*** DATA EXCERPTS ***

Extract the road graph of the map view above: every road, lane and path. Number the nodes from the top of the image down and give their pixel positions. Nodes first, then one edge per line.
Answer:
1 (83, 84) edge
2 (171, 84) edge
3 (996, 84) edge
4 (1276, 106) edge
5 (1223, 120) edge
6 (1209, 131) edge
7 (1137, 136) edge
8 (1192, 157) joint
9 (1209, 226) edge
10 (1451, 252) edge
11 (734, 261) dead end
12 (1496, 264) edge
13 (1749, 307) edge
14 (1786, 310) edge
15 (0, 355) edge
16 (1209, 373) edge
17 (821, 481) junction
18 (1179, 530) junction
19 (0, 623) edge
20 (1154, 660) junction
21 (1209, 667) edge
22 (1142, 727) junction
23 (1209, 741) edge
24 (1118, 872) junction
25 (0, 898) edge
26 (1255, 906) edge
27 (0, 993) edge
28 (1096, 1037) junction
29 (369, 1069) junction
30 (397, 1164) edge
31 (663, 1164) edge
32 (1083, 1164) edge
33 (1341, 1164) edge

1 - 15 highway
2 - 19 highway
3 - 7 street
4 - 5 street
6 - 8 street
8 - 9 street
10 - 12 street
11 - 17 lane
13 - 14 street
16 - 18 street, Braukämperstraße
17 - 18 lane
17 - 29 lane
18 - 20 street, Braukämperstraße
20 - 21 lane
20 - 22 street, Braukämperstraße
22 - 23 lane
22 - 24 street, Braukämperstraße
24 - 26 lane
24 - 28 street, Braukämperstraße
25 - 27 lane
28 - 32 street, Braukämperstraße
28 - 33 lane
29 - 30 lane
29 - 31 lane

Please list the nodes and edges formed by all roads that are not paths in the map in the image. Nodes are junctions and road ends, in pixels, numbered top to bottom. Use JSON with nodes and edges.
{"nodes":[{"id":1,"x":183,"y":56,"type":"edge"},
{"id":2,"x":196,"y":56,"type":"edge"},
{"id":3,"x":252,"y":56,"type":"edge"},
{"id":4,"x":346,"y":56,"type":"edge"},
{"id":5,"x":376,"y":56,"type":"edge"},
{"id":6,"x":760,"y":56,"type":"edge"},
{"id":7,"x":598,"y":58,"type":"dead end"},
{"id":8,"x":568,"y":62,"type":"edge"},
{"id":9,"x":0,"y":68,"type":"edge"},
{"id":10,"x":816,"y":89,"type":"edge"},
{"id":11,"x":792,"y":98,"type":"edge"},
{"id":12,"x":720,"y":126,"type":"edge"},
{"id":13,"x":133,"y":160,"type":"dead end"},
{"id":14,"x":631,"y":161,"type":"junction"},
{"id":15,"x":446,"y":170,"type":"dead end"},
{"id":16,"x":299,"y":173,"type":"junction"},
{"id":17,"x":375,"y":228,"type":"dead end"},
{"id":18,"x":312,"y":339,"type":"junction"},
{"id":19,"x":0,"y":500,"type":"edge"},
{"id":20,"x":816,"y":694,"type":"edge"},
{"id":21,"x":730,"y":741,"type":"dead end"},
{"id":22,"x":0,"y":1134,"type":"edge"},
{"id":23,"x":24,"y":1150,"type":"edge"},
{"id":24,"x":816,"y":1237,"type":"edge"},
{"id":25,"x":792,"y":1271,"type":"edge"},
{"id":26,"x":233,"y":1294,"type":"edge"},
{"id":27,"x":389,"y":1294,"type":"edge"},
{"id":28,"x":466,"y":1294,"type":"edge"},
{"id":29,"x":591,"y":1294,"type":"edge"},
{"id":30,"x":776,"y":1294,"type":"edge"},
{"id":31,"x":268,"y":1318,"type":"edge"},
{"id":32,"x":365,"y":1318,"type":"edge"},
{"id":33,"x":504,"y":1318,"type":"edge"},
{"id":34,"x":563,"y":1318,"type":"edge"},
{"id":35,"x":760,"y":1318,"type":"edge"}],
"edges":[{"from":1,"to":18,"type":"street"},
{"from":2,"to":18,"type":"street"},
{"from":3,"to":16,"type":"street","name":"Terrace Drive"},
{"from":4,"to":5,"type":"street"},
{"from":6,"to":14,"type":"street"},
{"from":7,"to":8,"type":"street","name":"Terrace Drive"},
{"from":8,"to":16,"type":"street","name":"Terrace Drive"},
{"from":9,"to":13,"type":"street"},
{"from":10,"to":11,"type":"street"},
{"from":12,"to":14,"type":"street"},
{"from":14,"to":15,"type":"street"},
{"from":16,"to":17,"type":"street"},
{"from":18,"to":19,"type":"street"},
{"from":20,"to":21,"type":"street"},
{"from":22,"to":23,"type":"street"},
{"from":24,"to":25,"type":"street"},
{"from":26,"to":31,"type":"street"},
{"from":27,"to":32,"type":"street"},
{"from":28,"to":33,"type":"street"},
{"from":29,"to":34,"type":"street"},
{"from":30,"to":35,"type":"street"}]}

*** End of DATA EXCERPTS ***

ACTIVITY → What lines in the listing above contain the word "dead"? Show each one.

EXERCISE OUTPUT →
11 (734, 261) dead end
{"id":7,"x":598,"y":58,"type":"dead end"},
{"id":13,"x":133,"y":160,"type":"dead end"},
{"id":15,"x":446,"y":170,"type":"dead end"},
{"id":17,"x":375,"y":228,"type":"dead end"},
{"id":21,"x":730,"y":741,"type":"dead end"},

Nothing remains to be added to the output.